▸ ASSIGNMENT: A bare number is required: the count of lines in the material below that hold the word "image".

▸ RECORDS SHOWN:
|---|

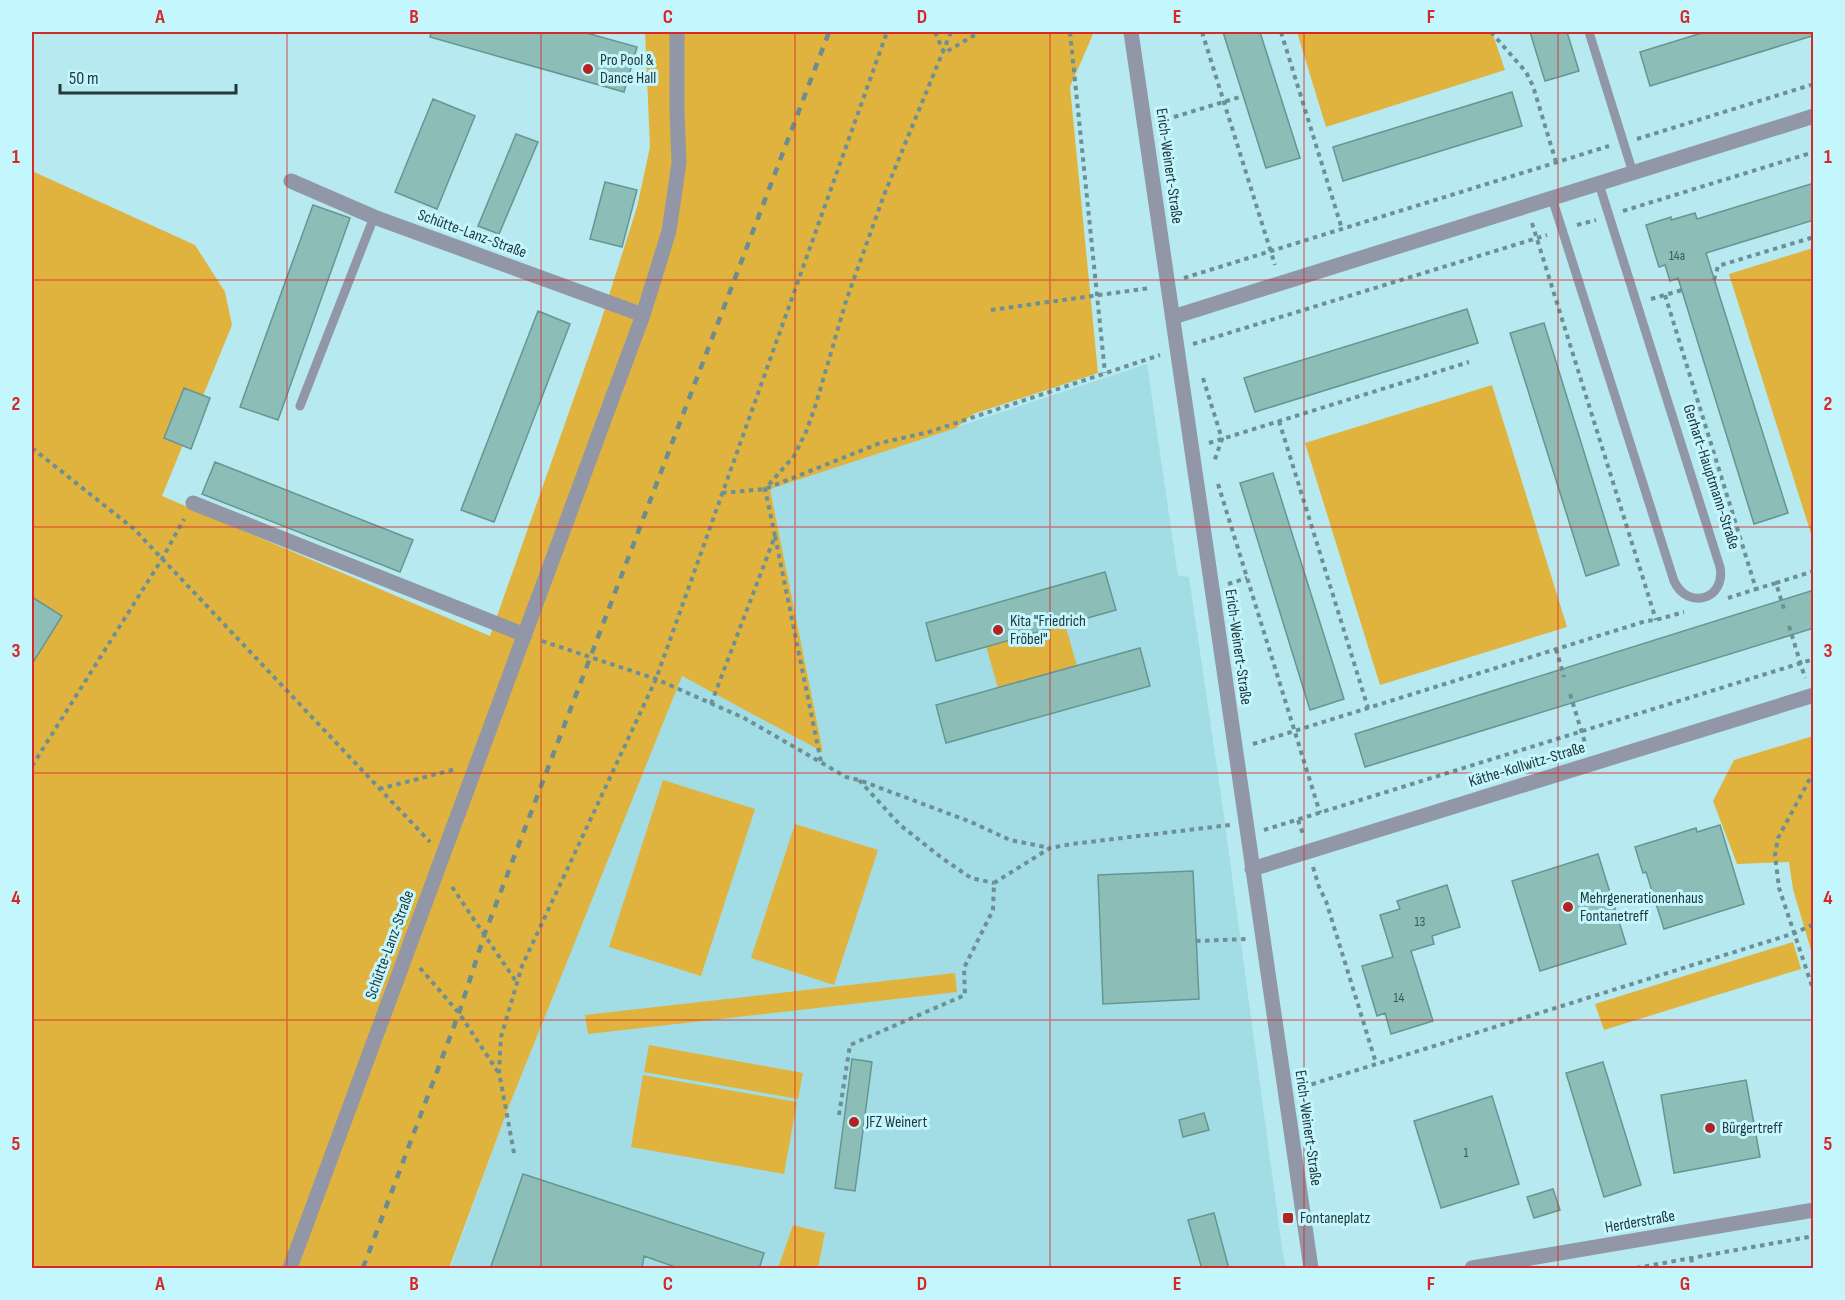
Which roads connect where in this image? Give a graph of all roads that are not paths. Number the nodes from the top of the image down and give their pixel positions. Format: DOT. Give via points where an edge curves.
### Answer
graph roads {
  1 [pos="677,32"];
  2 [pos="1131,32"];
  3 [pos="1590,32"];
  4 [pos="1814,116"];
  5 [pos="1633,173"];
  6 [pos="291,181"];
  7 [pos="1599,184"];
  8 [pos="1552,198"];
  9 [pos="374,217"];
  10 [pos="643,315"];
  11 [pos="1173,317"];
  12 [pos="300,406"];
  13 [pos="193,503"];
  14 [pos="525,635"];
  15 [pos="1812,695"];
  16 [pos="1252,868"];
  17 [pos="1814,1210"];
  18 [pos="290,1269"];
  19 [pos="1311,1269"];
  20 [pos="1472,1269"];
  1 -- 10 [label="street, Schütte-Lanz-Straße" via="680,163 669,231"];
  2 -- 11 [label="street, Erich-Weinert-Straße"];
  3 -- 5 [label="lane"];
  4 -- 5 [label="street"];
  5 -- 7 [label="street"];
  6 -- 9 [label="street, Schütte-Lanz-Straße"];
  7 -- 8 [label="street"];
  7 -- 8 [label="lane, Gerhart-Hauptmann-Straße" via="1722,574 1717,588 1704,597 1689,597 1674,581"];
  8 -- 11 [label="street"];
  9 -- 10 [label="street, Schütte-Lanz-Straße"];
  9 -- 12 [label="lane"];
  10 -- 14 [label="street, Schütte-Lanz-Straße"];
  11 -- 16 [label="street, Erich-Weinert-Straße" via="1185,347 1192,449"];
  13 -- 14 [label="street"];
  14 -- 18 [label="street, Schütte-Lanz-Straße"];
  15 -- 16 [label="street, Käthe-Kollwitz-Straße"];
  16 -- 19 [label="street, Erich-Weinert-Straße"];
  17 -- 20 [label="street, Herderstraße"];
}
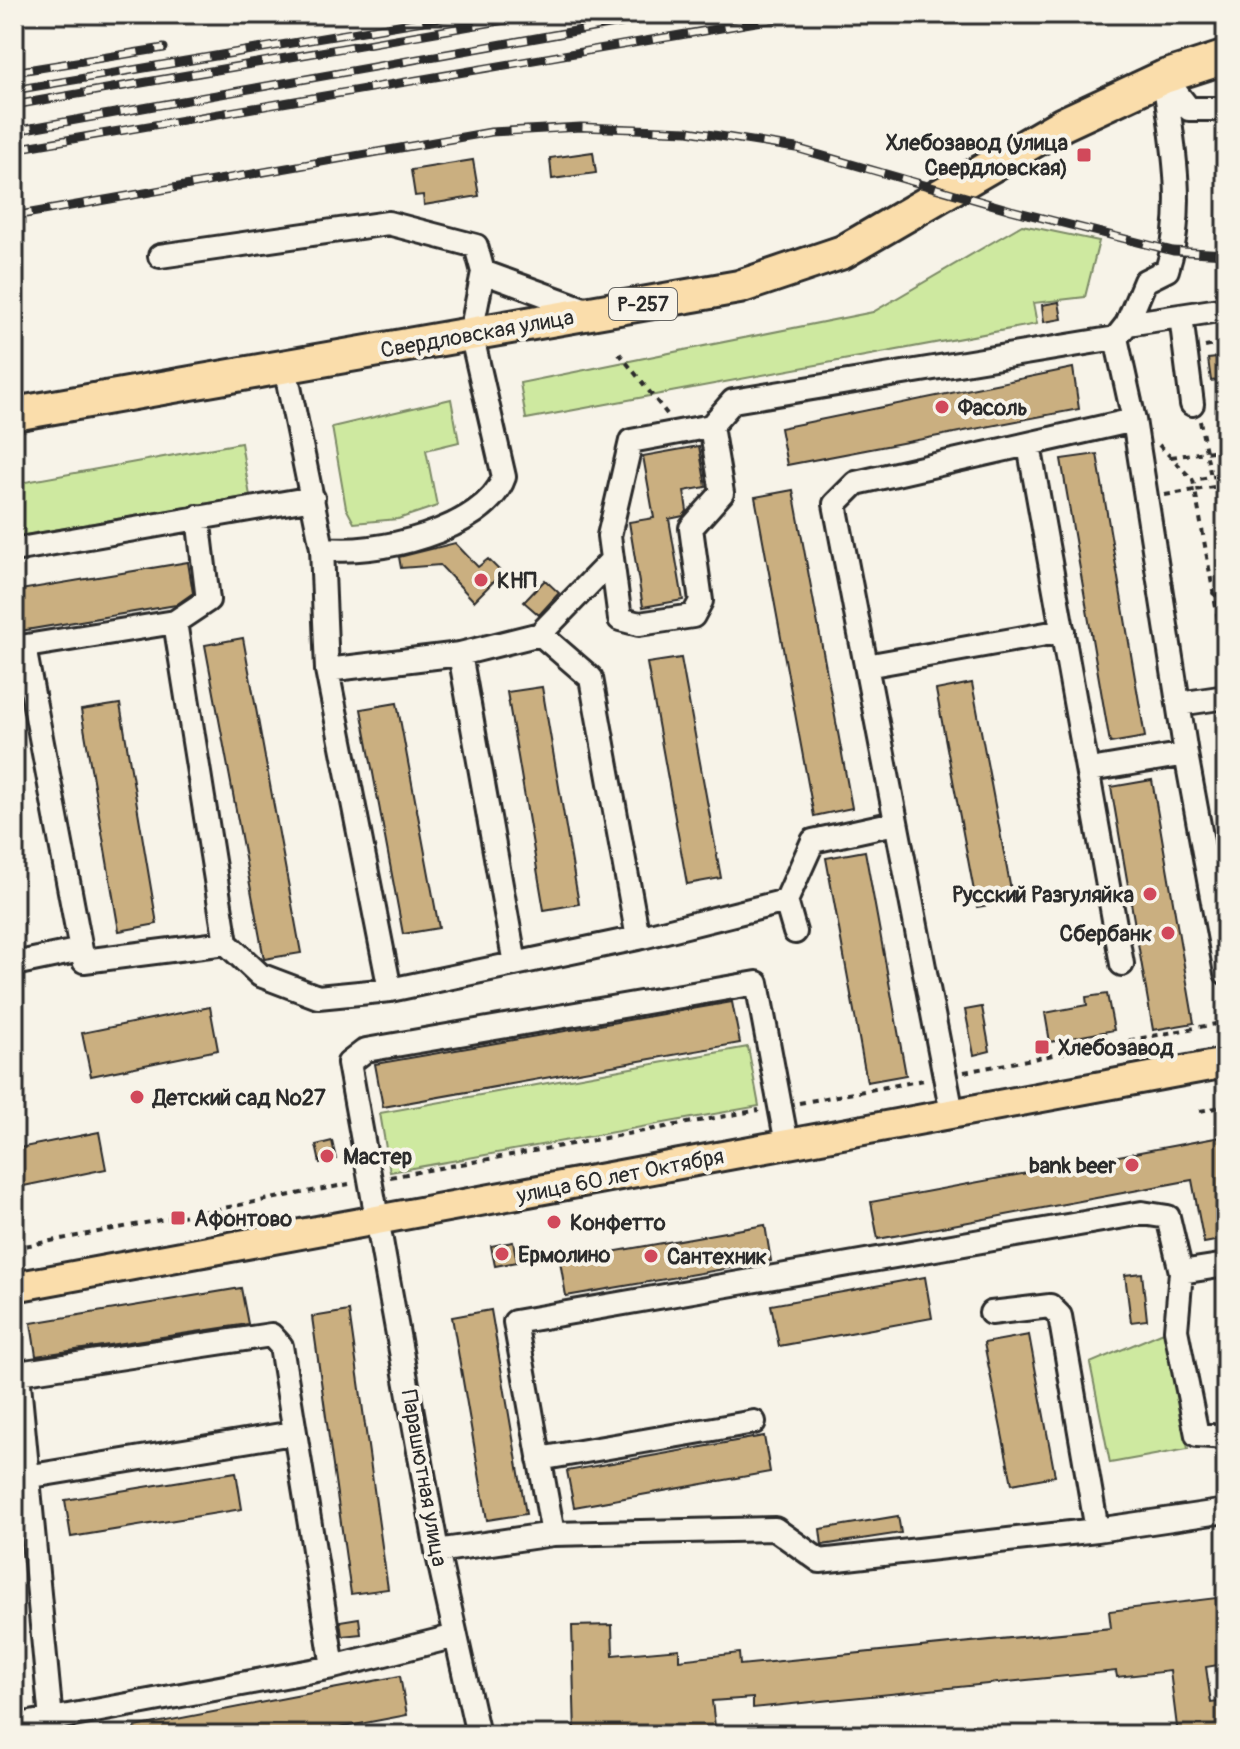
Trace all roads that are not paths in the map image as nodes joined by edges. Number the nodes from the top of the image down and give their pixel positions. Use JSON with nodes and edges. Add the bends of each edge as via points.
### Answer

|---|

▸ TASK OUTPUT: 2